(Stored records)
..........

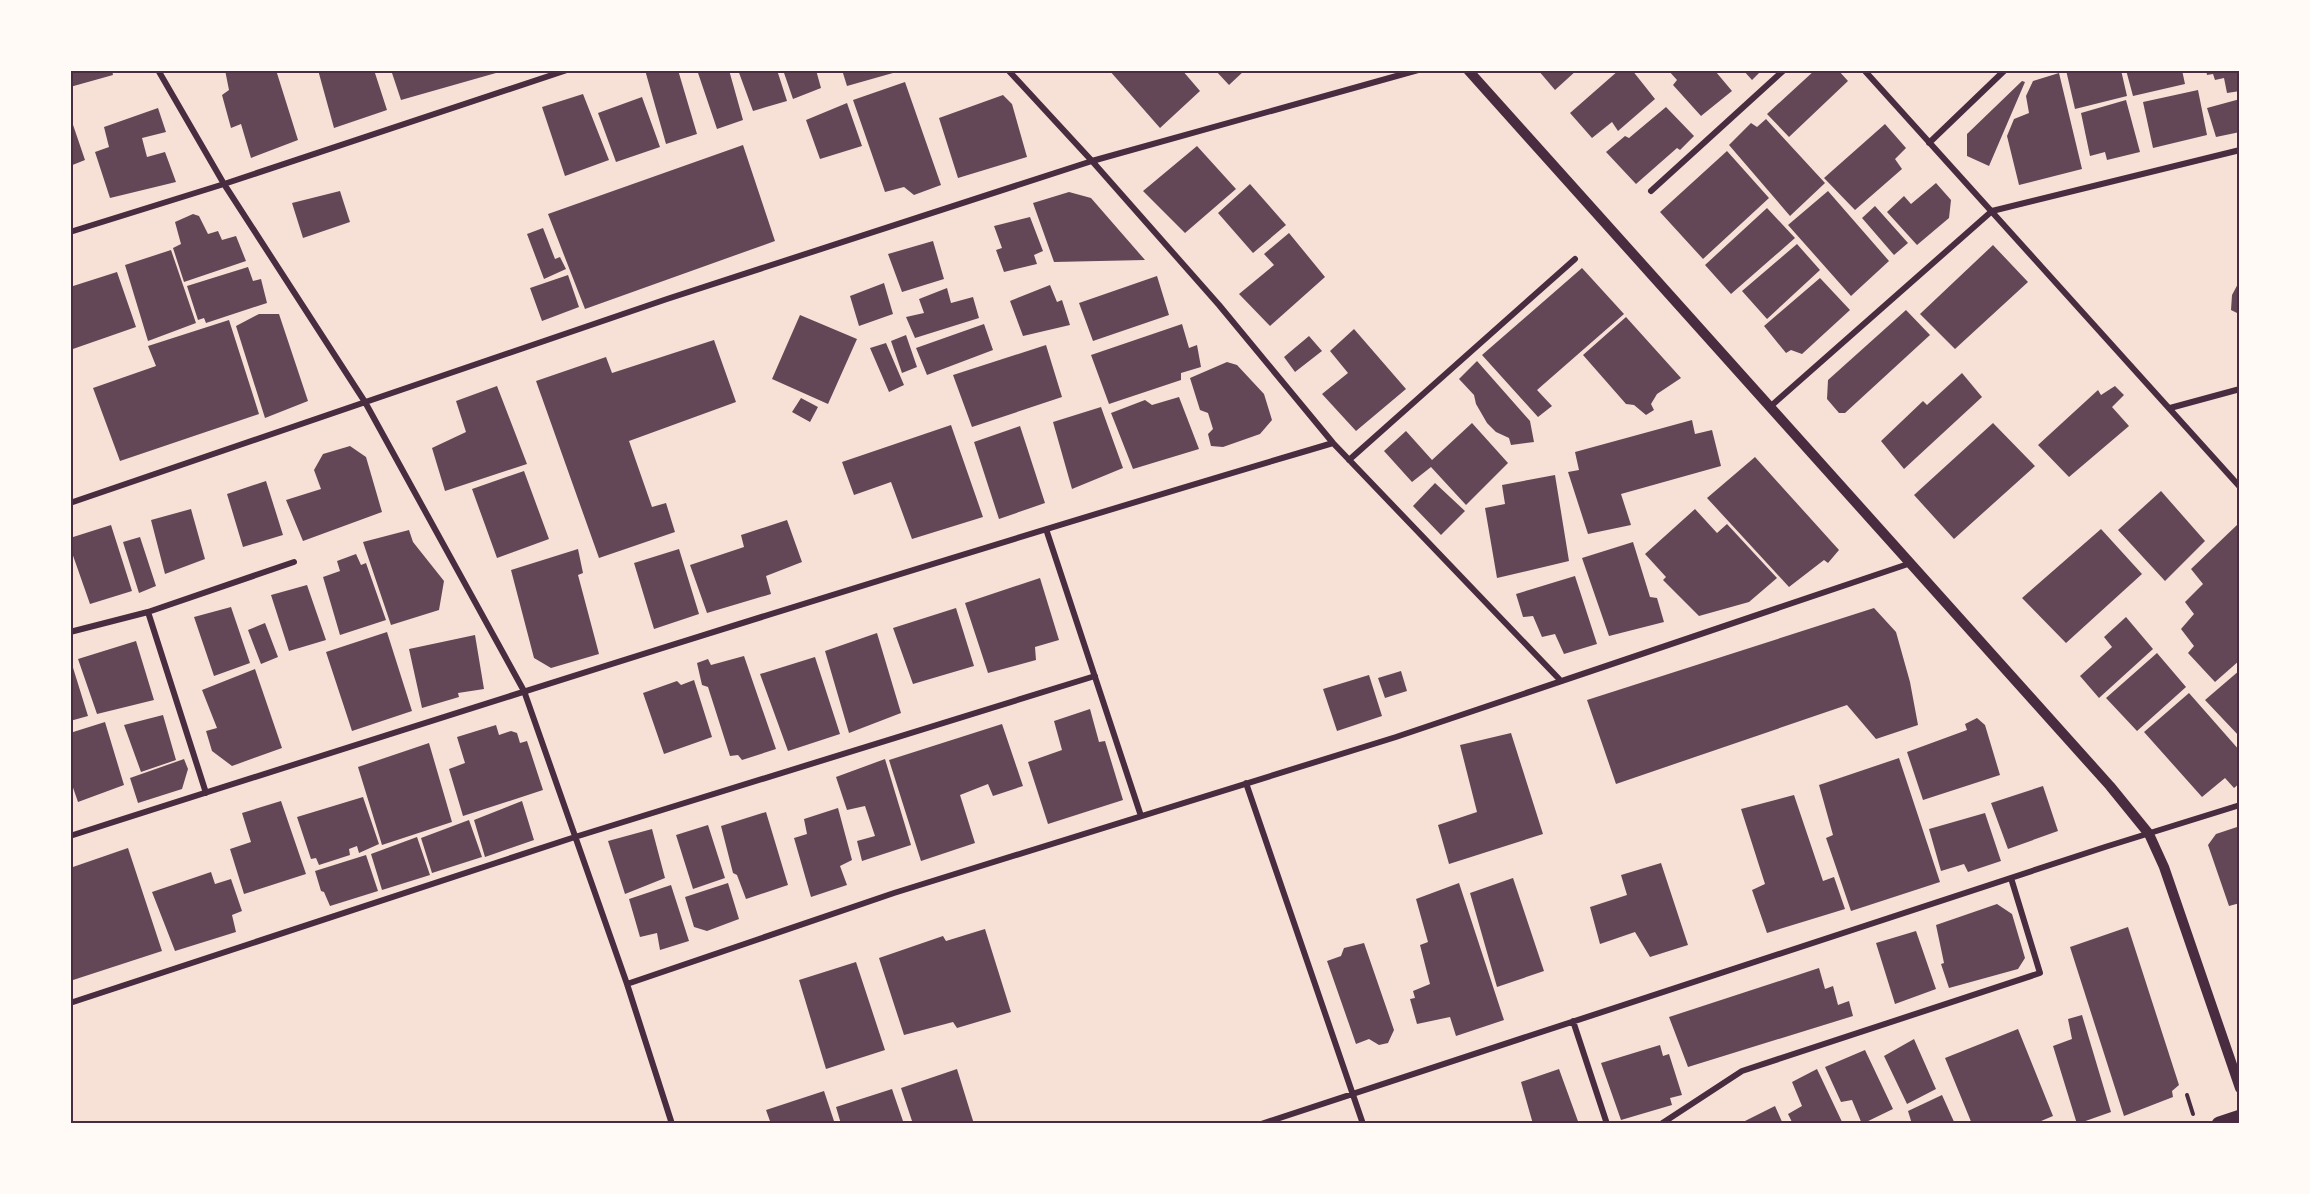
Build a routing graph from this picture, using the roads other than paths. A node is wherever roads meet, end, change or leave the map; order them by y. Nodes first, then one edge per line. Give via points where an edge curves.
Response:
1 (158, 70) edge
2 (567, 70) edge
3 (1008, 70) edge
4 (1418, 70) edge
5 (1468, 70) edge
6 (1784, 70) edge
7 (1864, 70) edge
8 (2005, 70) edge
9 (1929, 143) junction
10 (2240, 150) edge
11 (1092, 161) junction
12 (224, 184) junction
13 (1651, 191) dead end
14 (1992, 211) junction
15 (70, 232) edge
16 (1575, 259) dead end
17 (2240, 389) edge
18 (365, 402) junction
19 (1771, 406) junction
20 (2170, 408) junction
21 (1333, 443) junction
22 (1349, 460) junction
23 (2240, 487) edge
24 (70, 503) edge
25 (1047, 529) junction
26 (294, 562) dead end
27 (1911, 563) junction
28 (148, 612) junction
29 (70, 633) edge
30 (1095, 676) junction
31 (1561, 681) junction
32 (524, 691) junction
33 (1246, 783) junction
34 (206, 793) junction
35 (2240, 805) edge
36 (1141, 816) junction
37 (2149, 834) junction
38 (70, 836) edge
39 (574, 837) junction
40 (2012, 878) junction
41 (627, 984) junction
42 (70, 1003) edge
43 (1573, 1021) junction
44 (2240, 1088) edge
45 (1352, 1093) junction
46 (2240, 1117) edge
47 (672, 1124) edge
48 (1261, 1124) edge
49 (1363, 1124) edge
50 (1607, 1124) edge
51 (1661, 1124) edge
52 (2219, 1124) edge

1 - 12 street
2 - 12 street
3 - 11 street
4 - 11 street
5 - 19 street
6 - 13 street
7 - 9 street
8 - 9 street
9 - 14 street
10 - 14 street
11 - 18 street via 678,295
11 - 21 street
12 - 15 street
12 - 18 street
14 - 19 street
14 - 20 street
16 - 22 street
17 - 20 street
18 - 24 street
18 - 32 street
19 - 27 street
20 - 23 street
21 - 22 street
21 - 25 street
22 - 31 street
25 - 30 street
25 - 32 street
26 - 28 street
27 - 31 street
27 - 37 street
28 - 29 street
28 - 34 street
30 - 36 street
30 - 39 street
31 - 33 street
32 - 34 street
32 - 39 street
33 - 36 street
33 - 45 street
34 - 38 street
35 - 37 street
36 - 41 street via 894,893
37 - 40 street
37 - 44 street
39 - 41 street
39 - 42 street
40 - 43 street
40 - 51 street via 2040,973 1742,1071
41 - 47 street
43 - 45 street
43 - 50 street
45 - 48 street
45 - 49 street
46 - 52 main road

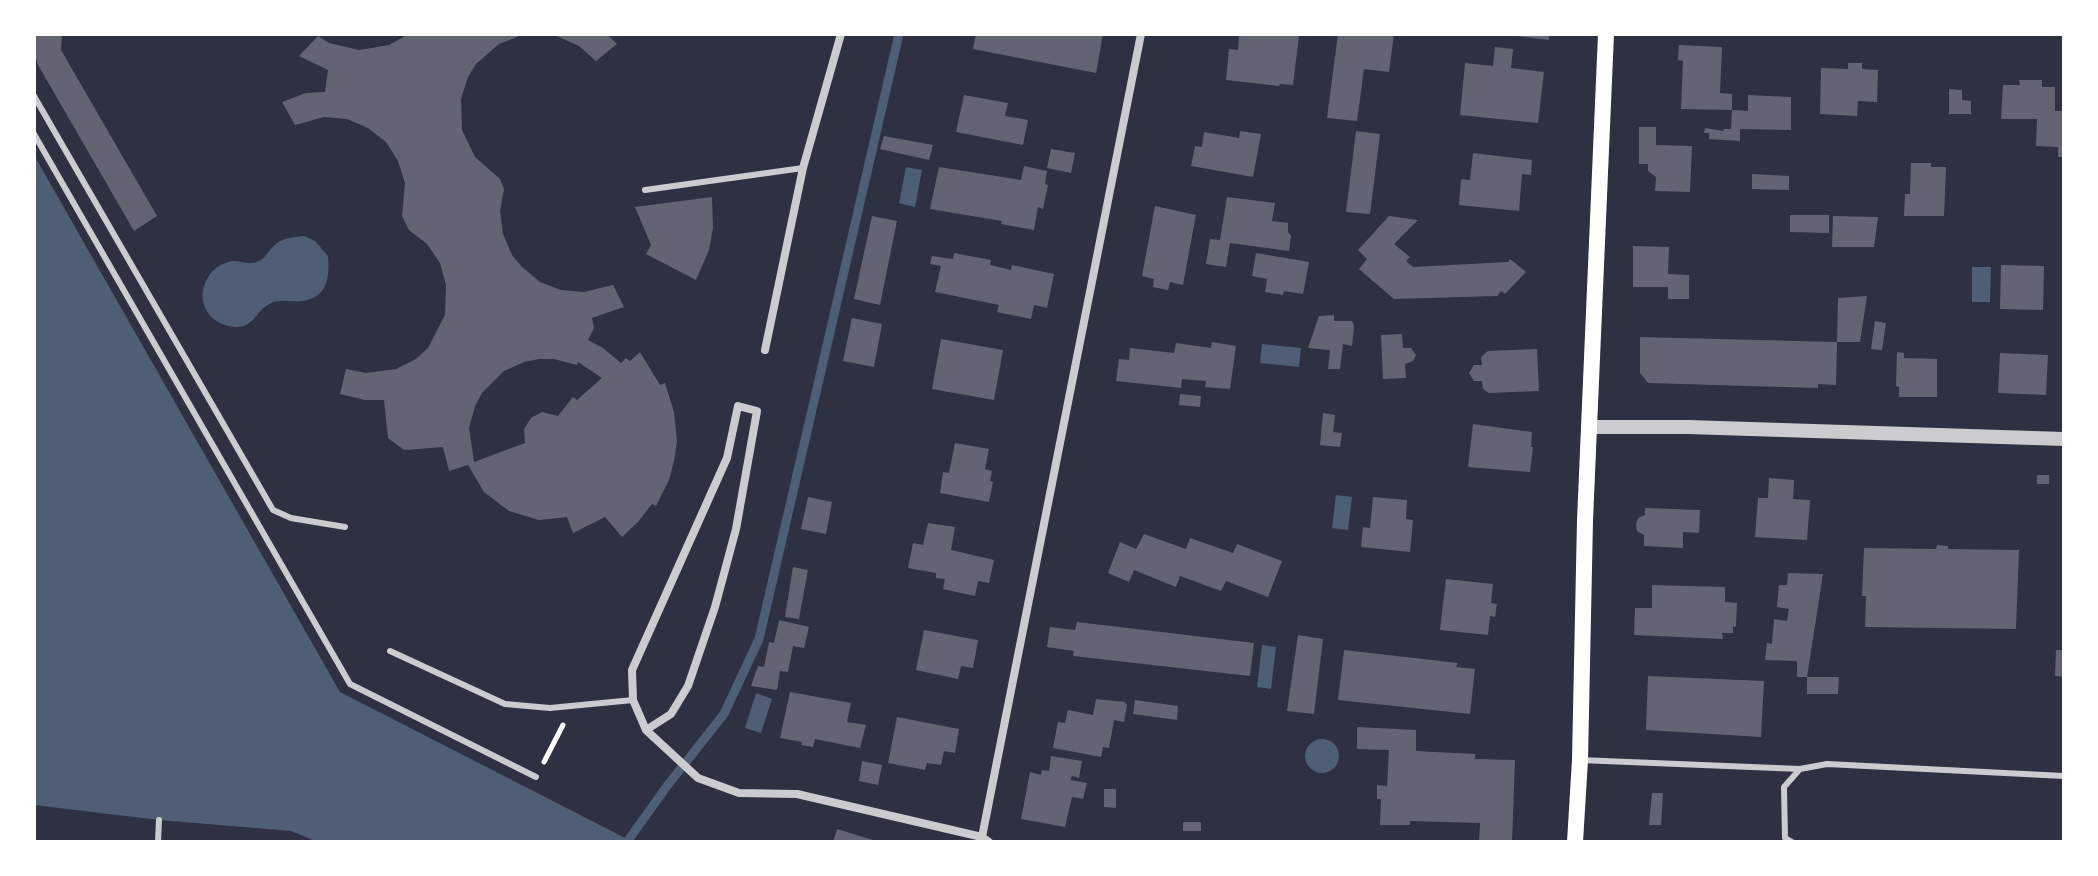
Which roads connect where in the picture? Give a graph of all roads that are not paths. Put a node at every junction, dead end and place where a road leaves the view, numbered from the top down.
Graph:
1 (841, 34) edge
2 (1141, 34) edge
3 (1606, 34) edge
4 (34, 96) edge
5 (34, 134) edge
6 (803, 168) junction
7 (645, 190) dead end
8 (765, 350) dead end
9 (1591, 427) junction
10 (2064, 439) edge
11 (345, 527) dead end
12 (390, 651) dead end
13 (633, 700) junction
14 (646, 730) junction
15 (1580, 760) junction
16 (1800, 769) junction
17 (2064, 776) edge
18 (536, 777) road end
19 (159, 820) dead end
20 (985, 840) edge
21 (158, 842) edge
22 (1575, 842) edge
23 (1792, 842) edge

1 - 6 street
2 - 20 street
3 - 9 main road
4 - 11 lane
5 - 18 lane
6 - 7 lane
6 - 8 street
9 - 10 street
9 - 15 main road
12 - 13 lane
13 - 14 street
13 - 14 street
14 - 20 street
15 - 16 lane
15 - 22 main road
16 - 17 lane
16 - 23 lane
19 - 21 lane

..........

Your instructions
Although the records contain pictures, the copy should consist of their text alone, reproduced exactly.

Finished task
Build a routing graph from this picture, using the roads other than paths. A node is wherever roads meet, end, change or leave the map; order them by y. Nodes first, then one edge per line. Give via points where an edge curves.
Response:
1 (158, 70) edge
2 (567, 70) edge
3 (1008, 70) edge
4 (1418, 70) edge
5 (1468, 70) edge
6 (1784, 70) edge
7 (1864, 70) edge
8 (2005, 70) edge
9 (1929, 143) junction
10 (2240, 150) edge
11 (1092, 161) junction
12 (224, 184) junction
13 (1651, 191) dead end
14 (1992, 211) junction
15 (70, 232) edge
16 (1575, 259) dead end
17 (2240, 389) edge
18 (365, 402) junction
19 (1771, 406) junction
20 (2170, 408) junction
21 (1333, 443) junction
22 (1349, 460) junction
23 (2240, 487) edge
24 (70, 503) edge
25 (1047, 529) junction
26 (294, 562) dead end
27 (1911, 563) junction
28 (148, 612) junction
29 (70, 633) edge
30 (1095, 676) junction
31 (1561, 681) junction
32 (524, 691) junction
33 (1246, 783) junction
34 (206, 793) junction
35 (2240, 805) edge
36 (1141, 816) junction
37 (2149, 834) junction
38 (70, 836) edge
39 (574, 837) junction
40 (2012, 878) junction
41 (627, 984) junction
42 (70, 1003) edge
43 (1573, 1021) junction
44 (2240, 1088) edge
45 (1352, 1093) junction
46 (2240, 1117) edge
47 (672, 1124) edge
48 (1261, 1124) edge
49 (1363, 1124) edge
50 (1607, 1124) edge
51 (1661, 1124) edge
52 (2219, 1124) edge

1 - 12 street
2 - 12 street
3 - 11 street
4 - 11 street
5 - 19 street
6 - 13 street
7 - 9 street
8 - 9 street
9 - 14 street
10 - 14 street
11 - 18 street via 678,295
11 - 21 street
12 - 15 street
12 - 18 street
14 - 19 street
14 - 20 street
16 - 22 street
17 - 20 street
18 - 24 street
18 - 32 street
19 - 27 street
20 - 23 street
21 - 22 street
21 - 25 street
22 - 31 street
25 - 30 street
25 - 32 street
26 - 28 street
27 - 31 street
27 - 37 street
28 - 29 street
28 - 34 street
30 - 36 street
30 - 39 street
31 - 33 street
32 - 34 street
32 - 39 street
33 - 36 street
33 - 45 street
34 - 38 street
35 - 37 street
36 - 41 street via 894,893
37 - 40 street
37 - 44 street
39 - 41 street
39 - 42 street
40 - 43 street
40 - 51 street via 2040,973 1742,1071
41 - 47 street
43 - 45 street
43 - 50 street
45 - 48 street
45 - 49 street
46 - 52 main road

Which roads connect where in the picture? Give a graph of all roads that are not paths. Put a node at every junction, dead end and place where a road leaves the view, numbered from the top down.
Graph:
1 (841, 34) edge
2 (1141, 34) edge
3 (1606, 34) edge
4 (34, 96) edge
5 (34, 134) edge
6 (803, 168) junction
7 (645, 190) dead end
8 (765, 350) dead end
9 (1591, 427) junction
10 (2064, 439) edge
11 (345, 527) dead end
12 (390, 651) dead end
13 (633, 700) junction
14 (646, 730) junction
15 (1580, 760) junction
16 (1800, 769) junction
17 (2064, 776) edge
18 (536, 777) road end
19 (159, 820) dead end
20 (985, 840) edge
21 (158, 842) edge
22 (1575, 842) edge
23 (1792, 842) edge

1 - 6 street
2 - 20 street
3 - 9 main road
4 - 11 lane
5 - 18 lane
6 - 7 lane
6 - 8 street
9 - 10 street
9 - 15 main road
12 - 13 lane
13 - 14 street
13 - 14 street
14 - 20 street
15 - 16 lane
15 - 22 main road
16 - 17 lane
16 - 23 lane
19 - 21 lane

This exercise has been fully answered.